• [How to complete this task]: Wherever the string "main" turns up in the data, copy the whole line.

--

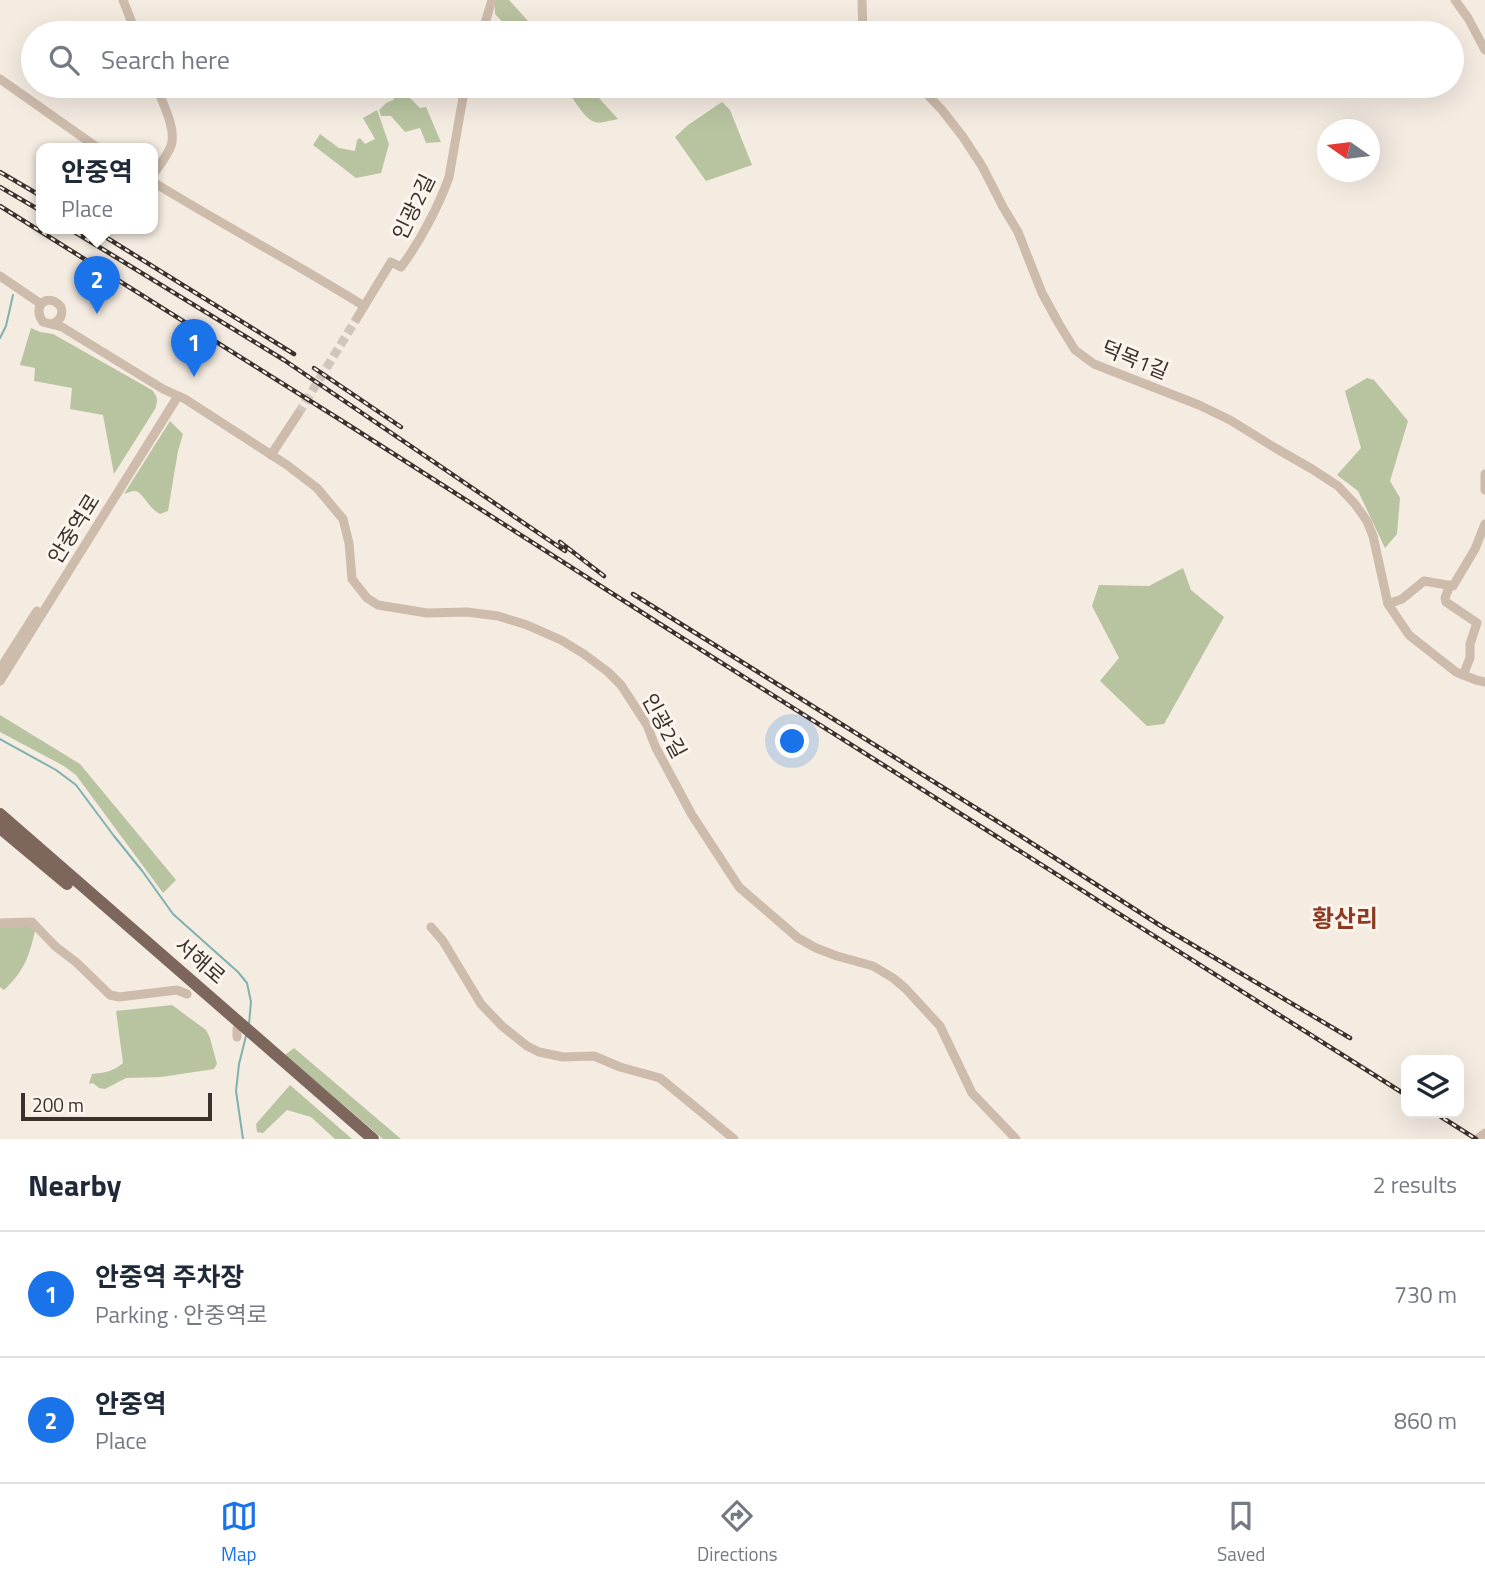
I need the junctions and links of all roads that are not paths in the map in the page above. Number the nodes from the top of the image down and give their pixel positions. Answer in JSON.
{"nodes":[{"id":1,"x":123,"y":0,"type":"edge"},
{"id":2,"x":492,"y":0,"type":"edge"},
{"id":3,"x":862,"y":0,"type":"edge"},
{"id":4,"x":1455,"y":0,"type":"edge"},
{"id":5,"x":131,"y":21,"type":"edge"},
{"id":6,"x":486,"y":21,"type":"edge"},
{"id":7,"x":862,"y":21,"type":"edge"},
{"id":8,"x":1485,"y":50,"type":"edge"},
{"id":9,"x":0,"y":79,"type":"edge"},
{"id":10,"x":21,"y":94,"type":"edge"},
{"id":11,"x":27,"y":98,"type":"edge"},
{"id":12,"x":161,"y":98,"type":"edge"},
{"id":13,"x":463,"y":98,"type":"edge"},
{"id":14,"x":930,"y":98,"type":"edge"},
{"id":15,"x":91,"y":143,"type":"edge"},
{"id":16,"x":158,"y":167,"type":"edge"},
{"id":17,"x":158,"y":185,"type":"edge"},
{"id":18,"x":0,"y":276,"type":"edge"},
{"id":19,"x":41,"y":304,"type":"junction"},
{"id":20,"x":365,"y":306,"type":"junction"},
{"id":21,"x":357,"y":318,"type":"tunnel mouth"},
{"id":22,"x":57,"y":321,"type":"junction"},
{"id":23,"x":176,"y":394,"type":"junction"},
{"id":24,"x":298,"y":414,"type":"tunnel mouth"},
{"id":25,"x":271,"y":455,"type":"junction"},
{"id":26,"x":1485,"y":474,"type":"edge"},
{"id":27,"x":1485,"y":490,"type":"edge"},
{"id":28,"x":1485,"y":524,"type":"edge"},
{"id":29,"x":1450,"y":586,"type":"junction"},
{"id":30,"x":1388,"y":604,"type":"junction"},
{"id":31,"x":1480,"y":622,"type":"edge"},
{"id":32,"x":0,"y":668,"type":"edge"},
{"id":33,"x":1463,"y":676,"type":"junction"},
{"id":34,"x":0,"y":681,"type":"edge"},
{"id":35,"x":1485,"y":682,"type":"edge"},
{"id":36,"x":0,"y":814,"type":"edge"},
{"id":37,"x":0,"y":828,"type":"edge"},
{"id":38,"x":0,"y":923,"type":"edge"},
{"id":39,"x":431,"y":927,"type":"dead end"},
{"id":40,"x":187,"y":994,"type":"dead end"},
{"id":41,"x":243,"y":1033,"type":"junction"},
{"id":42,"x":1485,"y":1133,"type":"edge"},
{"id":43,"x":364,"y":1139,"type":"edge"},
{"id":44,"x":373,"y":1139,"type":"edge"},
{"id":45,"x":734,"y":1139,"type":"edge"},
{"id":46,"x":1016,"y":1139,"type":"edge"},
{"id":47,"x":1477,"y":1139,"type":"edge"}],
"edges":[{"from":1,"to":5,"type":"street"},
{"from":2,"to":6,"type":"street"},
{"from":3,"to":7,"type":"street"},
{"from":4,"to":8,"type":"street"},
{"from":9,"to":10,"type":"street"},
{"from":11,"to":15,"type":"street"},
{"from":12,"to":16,"type":"street"},
{"from":13,"to":20,"type":"street","name":"인광2길"},
{"from":14,"to":30,"type":"street","name":"덕목1길"},
{"from":17,"to":20,"type":"street"},
{"from":18,"to":19,"type":"street"},
{"from":19,"to":22,"type":"street"},
{"from":19,"to":22,"type":"street"},
{"from":20,"to":21,"type":"street","name":"인광2길"},
{"from":22,"to":23,"type":"street","name":"인광2길"},
{"from":23,"to":25,"type":"street","name":"인광2길"},
{"from":23,"to":32,"type":"street"},
{"from":23,"to":34,"type":"street","name":"안중역로"},
{"from":24,"to":25,"type":"street"},
{"from":25,"to":46,"type":"street","name":"인광2길"},
{"from":26,"to":27,"type":"street"},
{"from":28,"to":29,"type":"street"},
{"from":29,"to":30,"type":"street"},
{"from":29,"to":31,"type":"street"},
{"from":30,"to":33,"type":"street","name":"덕목1길"},
{"from":31,"to":33,"type":"street"},
{"from":33,"to":35,"type":"street","name":"덕목1길"},
{"from":36,"to":41,"type":"main road","name":"서해로"},
{"from":37,"to":41,"type":"main road","name":"서해로"},
{"from":38,"to":40,"type":"street","name":"서해로"},
{"from":39,"to":45,"type":"street"},
{"from":41,"to":43,"type":"main road","name":"서해로"},
{"from":41,"to":44,"type":"main road","name":"서해로"},
{"from":42,"to":47,"type":"street"}]}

--

• [Response to this task]:
{"from":36,"to":41,"type":"main road","name":"서해로"},
{"from":37,"to":41,"type":"main road","name":"서해로"},
{"from":41,"to":43,"type":"main road","name":"서해로"},
{"from":41,"to":44,"type":"main road","name":"서해로"},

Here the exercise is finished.